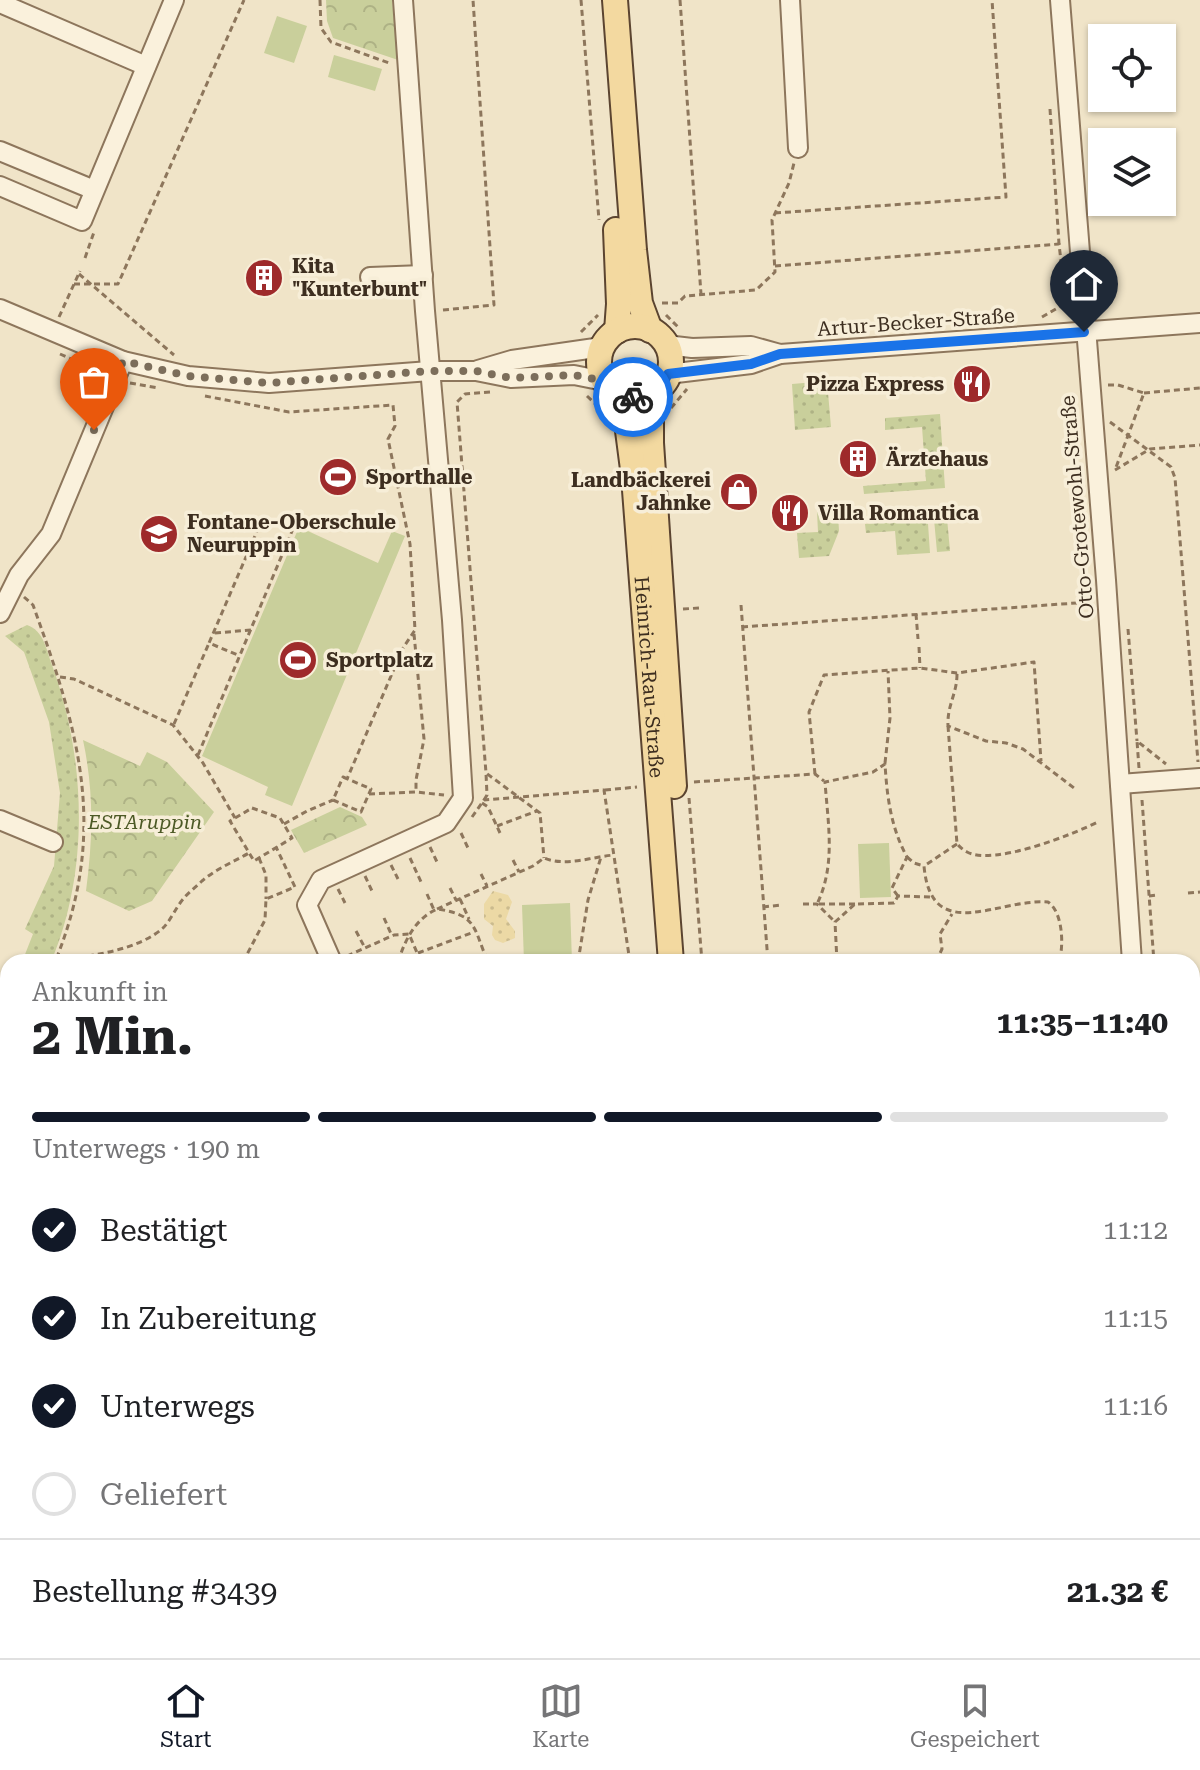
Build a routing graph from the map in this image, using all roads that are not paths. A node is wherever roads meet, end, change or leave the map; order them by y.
1 (174, 0) edge
2 (403, 0) edge
3 (599, 0) edge
4 (615, 0) edge
5 (790, 0) edge
6 (1060, 0) edge
7 (0, 3) edge
8 (146, 66) junction
9 (798, 148) road end
10 (0, 151) edge
11 (0, 186) edge
12 (94, 190) junction
13 (423, 275) junction
14 (370, 277) dead end
15 (0, 309) edge
16 (1200, 323) edge
17 (1084, 332) junction
18 (658, 337) junction
19 (609, 339) junction
20 (780, 354) junction
21 (123, 361) junction
22 (430, 371) junction
23 (476, 371) junction
24 (668, 374) junction
25 (612, 388) junction
26 (651, 394) junction
27 (638, 422) junction
28 (4, 590) edge
29 (0, 613) edge
30 (1199, 771) edge
31 (1120, 784) junction
32 (0, 820) edge
33 (53, 842) dead end
34 (334, 954) edge
35 (670, 954) edge
36 (686, 954) edge
37 (1131, 954) edge

1 - 8 street
2 - 13 street
3 - 19 main road
4 - 18 main road
5 - 9 street
6 - 17 street, Otto-Grotewohl-Straße
7 - 8 street
8 - 12 street
10 - 12 street
11 - 12 street
13 - 14 street
13 - 22 street
15 - 21 street
16 - 17 street, Artur-Becker-Straße
17 - 20 street, Artur-Becker-Straße
17 - 31 street, Otto-Grotewohl-Straße
18 - 19 main road
18 - 20 street, Artur-Becker-Straße
18 - 24 main road
19 - 23 street
19 - 25 main road
20 - 24 street, Artur-Becker-Straße
21 - 22 street
21 - 28 street
22 - 23 street
22 - 34 street
23 - 25 street
24 - 26 main road
25 - 26 main road
25 - 27 main road, Heinrich-Rau-Straße
26 - 27 main road, Heinrich-Rau-Straße
27 - 35 main road, Heinrich-Rau-Straße
27 - 36 main road, Heinrich-Rau-Straße
28 - 29 street
30 - 31 street
31 - 37 street, Otto-Grotewohl-Straße
32 - 33 street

______________________________

TASK ITEM » Pictures aside, reproduce all of the material above without alteration.

SOLUTION FOR THIS PROBLEM »
Build a routing graph from the map in this image, using all roads that are not paths. A node is wherever roads meet, end, change or leave the map; order them by y.
1 (174, 0) edge
2 (403, 0) edge
3 (599, 0) edge
4 (615, 0) edge
5 (790, 0) edge
6 (1060, 0) edge
7 (0, 3) edge
8 (146, 66) junction
9 (798, 148) road end
10 (0, 151) edge
11 (0, 186) edge
12 (94, 190) junction
13 (423, 275) junction
14 (370, 277) dead end
15 (0, 309) edge
16 (1200, 323) edge
17 (1084, 332) junction
18 (658, 337) junction
19 (609, 339) junction
20 (780, 354) junction
21 (123, 361) junction
22 (430, 371) junction
23 (476, 371) junction
24 (668, 374) junction
25 (612, 388) junction
26 (651, 394) junction
27 (638, 422) junction
28 (4, 590) edge
29 (0, 613) edge
30 (1199, 771) edge
31 (1120, 784) junction
32 (0, 820) edge
33 (53, 842) dead end
34 (334, 954) edge
35 (670, 954) edge
36 (686, 954) edge
37 (1131, 954) edge

1 - 8 street
2 - 13 street
3 - 19 main road
4 - 18 main road
5 - 9 street
6 - 17 street, Otto-Grotewohl-Straße
7 - 8 street
8 - 12 street
10 - 12 street
11 - 12 street
13 - 14 street
13 - 22 street
15 - 21 street
16 - 17 street, Artur-Becker-Straße
17 - 20 street, Artur-Becker-Straße
17 - 31 street, Otto-Grotewohl-Straße
18 - 19 main road
18 - 20 street, Artur-Becker-Straße
18 - 24 main road
19 - 23 street
19 - 25 main road
20 - 24 street, Artur-Becker-Straße
21 - 22 street
21 - 28 street
22 - 23 street
22 - 34 street
23 - 25 street
24 - 26 main road
25 - 26 main road
25 - 27 main road, Heinrich-Rau-Straße
26 - 27 main road, Heinrich-Rau-Straße
27 - 35 main road, Heinrich-Rau-Straße
27 - 36 main road, Heinrich-Rau-Straße
28 - 29 street
30 - 31 street
31 - 37 street, Otto-Grotewohl-Straße
32 - 33 street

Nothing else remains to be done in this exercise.